Exercise prompt: Return the data exactly, apart from leaving out the pictures.

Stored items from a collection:
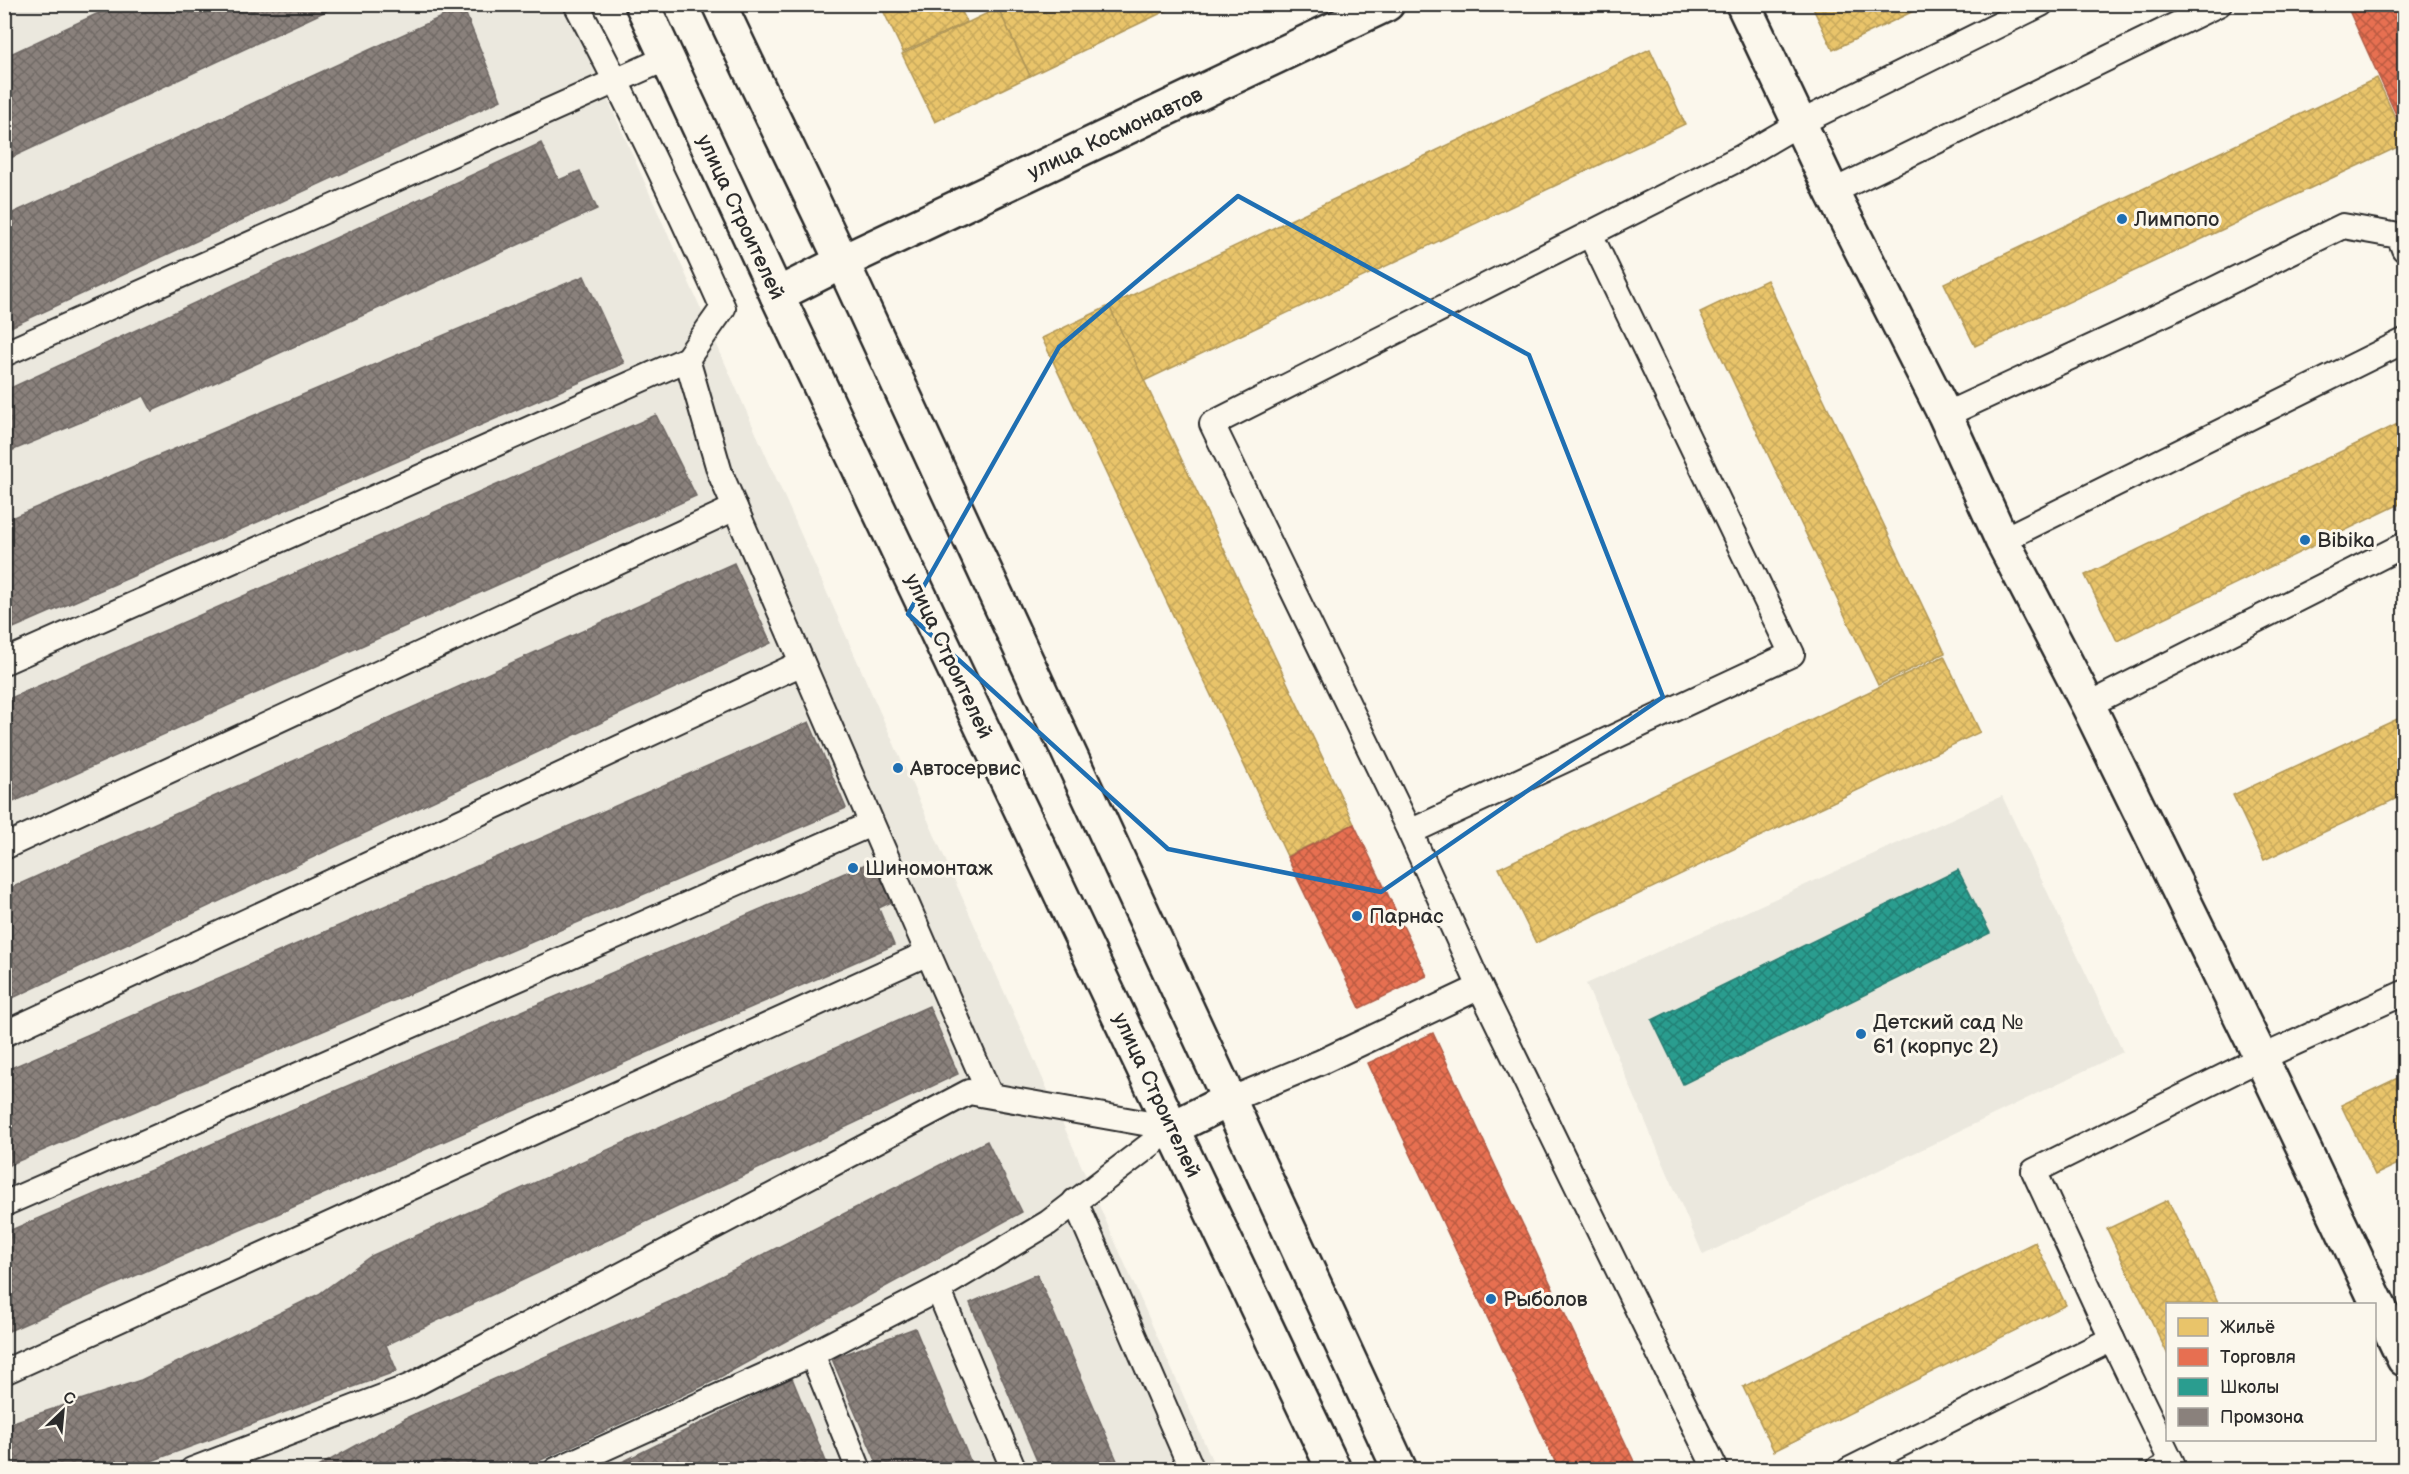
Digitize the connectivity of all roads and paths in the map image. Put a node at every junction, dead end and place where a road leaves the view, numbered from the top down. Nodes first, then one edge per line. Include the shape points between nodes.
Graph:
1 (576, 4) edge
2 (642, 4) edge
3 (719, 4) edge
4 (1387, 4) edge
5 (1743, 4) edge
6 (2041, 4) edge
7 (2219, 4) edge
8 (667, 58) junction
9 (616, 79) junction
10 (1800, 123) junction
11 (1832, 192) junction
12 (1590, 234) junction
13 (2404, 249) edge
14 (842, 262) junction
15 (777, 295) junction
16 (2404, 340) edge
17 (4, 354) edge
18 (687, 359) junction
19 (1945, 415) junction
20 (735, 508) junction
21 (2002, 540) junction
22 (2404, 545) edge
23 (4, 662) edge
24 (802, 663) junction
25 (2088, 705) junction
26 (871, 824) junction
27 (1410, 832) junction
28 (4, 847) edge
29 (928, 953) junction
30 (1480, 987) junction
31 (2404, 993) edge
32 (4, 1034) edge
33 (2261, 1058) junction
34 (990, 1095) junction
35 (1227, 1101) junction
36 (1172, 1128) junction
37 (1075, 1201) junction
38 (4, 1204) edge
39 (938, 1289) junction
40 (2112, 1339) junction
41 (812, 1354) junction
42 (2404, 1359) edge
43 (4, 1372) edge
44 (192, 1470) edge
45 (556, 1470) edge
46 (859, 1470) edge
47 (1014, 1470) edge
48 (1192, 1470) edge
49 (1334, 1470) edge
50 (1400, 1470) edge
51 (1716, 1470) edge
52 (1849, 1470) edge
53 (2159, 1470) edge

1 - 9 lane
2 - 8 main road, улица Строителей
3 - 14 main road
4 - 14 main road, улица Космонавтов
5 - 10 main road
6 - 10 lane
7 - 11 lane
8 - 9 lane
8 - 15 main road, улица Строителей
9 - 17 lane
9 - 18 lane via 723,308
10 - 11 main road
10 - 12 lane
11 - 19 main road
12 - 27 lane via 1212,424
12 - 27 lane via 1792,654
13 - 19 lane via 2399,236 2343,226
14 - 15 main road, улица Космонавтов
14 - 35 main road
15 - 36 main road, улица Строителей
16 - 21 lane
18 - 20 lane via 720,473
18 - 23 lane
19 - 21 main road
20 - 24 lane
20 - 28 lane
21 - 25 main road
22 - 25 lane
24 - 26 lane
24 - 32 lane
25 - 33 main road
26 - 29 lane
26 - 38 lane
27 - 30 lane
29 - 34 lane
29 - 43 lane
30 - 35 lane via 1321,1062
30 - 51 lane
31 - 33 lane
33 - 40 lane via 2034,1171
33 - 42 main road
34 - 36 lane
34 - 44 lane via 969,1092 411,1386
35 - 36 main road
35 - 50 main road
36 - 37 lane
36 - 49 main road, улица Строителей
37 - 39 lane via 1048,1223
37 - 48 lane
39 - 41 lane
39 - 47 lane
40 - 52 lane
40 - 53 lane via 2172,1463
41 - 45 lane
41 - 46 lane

Output of the exercise:
Digitize the connectivity of all roads and paths in the map image. Put a node at every junction, dead end and place where a road leaves the view, numbered from the top down. Nodes first, then one edge per line. Include the shape points between nodes.
Graph:
1 (576, 4) edge
2 (642, 4) edge
3 (719, 4) edge
4 (1387, 4) edge
5 (1743, 4) edge
6 (2041, 4) edge
7 (2219, 4) edge
8 (667, 58) junction
9 (616, 79) junction
10 (1800, 123) junction
11 (1832, 192) junction
12 (1590, 234) junction
13 (2404, 249) edge
14 (842, 262) junction
15 (777, 295) junction
16 (2404, 340) edge
17 (4, 354) edge
18 (687, 359) junction
19 (1945, 415) junction
20 (735, 508) junction
21 (2002, 540) junction
22 (2404, 545) edge
23 (4, 662) edge
24 (802, 663) junction
25 (2088, 705) junction
26 (871, 824) junction
27 (1410, 832) junction
28 (4, 847) edge
29 (928, 953) junction
30 (1480, 987) junction
31 (2404, 993) edge
32 (4, 1034) edge
33 (2261, 1058) junction
34 (990, 1095) junction
35 (1227, 1101) junction
36 (1172, 1128) junction
37 (1075, 1201) junction
38 (4, 1204) edge
39 (938, 1289) junction
40 (2112, 1339) junction
41 (812, 1354) junction
42 (2404, 1359) edge
43 (4, 1372) edge
44 (192, 1470) edge
45 (556, 1470) edge
46 (859, 1470) edge
47 (1014, 1470) edge
48 (1192, 1470) edge
49 (1334, 1470) edge
50 (1400, 1470) edge
51 (1716, 1470) edge
52 (1849, 1470) edge
53 (2159, 1470) edge

1 - 9 lane
2 - 8 main road, улица Строителей
3 - 14 main road
4 - 14 main road, улица Космонавтов
5 - 10 main road
6 - 10 lane
7 - 11 lane
8 - 9 lane
8 - 15 main road, улица Строителей
9 - 17 lane
9 - 18 lane via 723,308
10 - 11 main road
10 - 12 lane
11 - 19 main road
12 - 27 lane via 1212,424
12 - 27 lane via 1792,654
13 - 19 lane via 2399,236 2343,226
14 - 15 main road, улица Космонавтов
14 - 35 main road
15 - 36 main road, улица Строителей
16 - 21 lane
18 - 20 lane via 720,473
18 - 23 lane
19 - 21 main road
20 - 24 lane
20 - 28 lane
21 - 25 main road
22 - 25 lane
24 - 26 lane
24 - 32 lane
25 - 33 main road
26 - 29 lane
26 - 38 lane
27 - 30 lane
29 - 34 lane
29 - 43 lane
30 - 35 lane via 1321,1062
30 - 51 lane
31 - 33 lane
33 - 40 lane via 2034,1171
33 - 42 main road
34 - 36 lane
34 - 44 lane via 969,1092 411,1386
35 - 36 main road
35 - 50 main road
36 - 37 lane
36 - 49 main road, улица Строителей
37 - 39 lane via 1048,1223
37 - 48 lane
39 - 41 lane
39 - 47 lane
40 - 52 lane
40 - 53 lane via 2172,1463
41 - 45 lane
41 - 46 lane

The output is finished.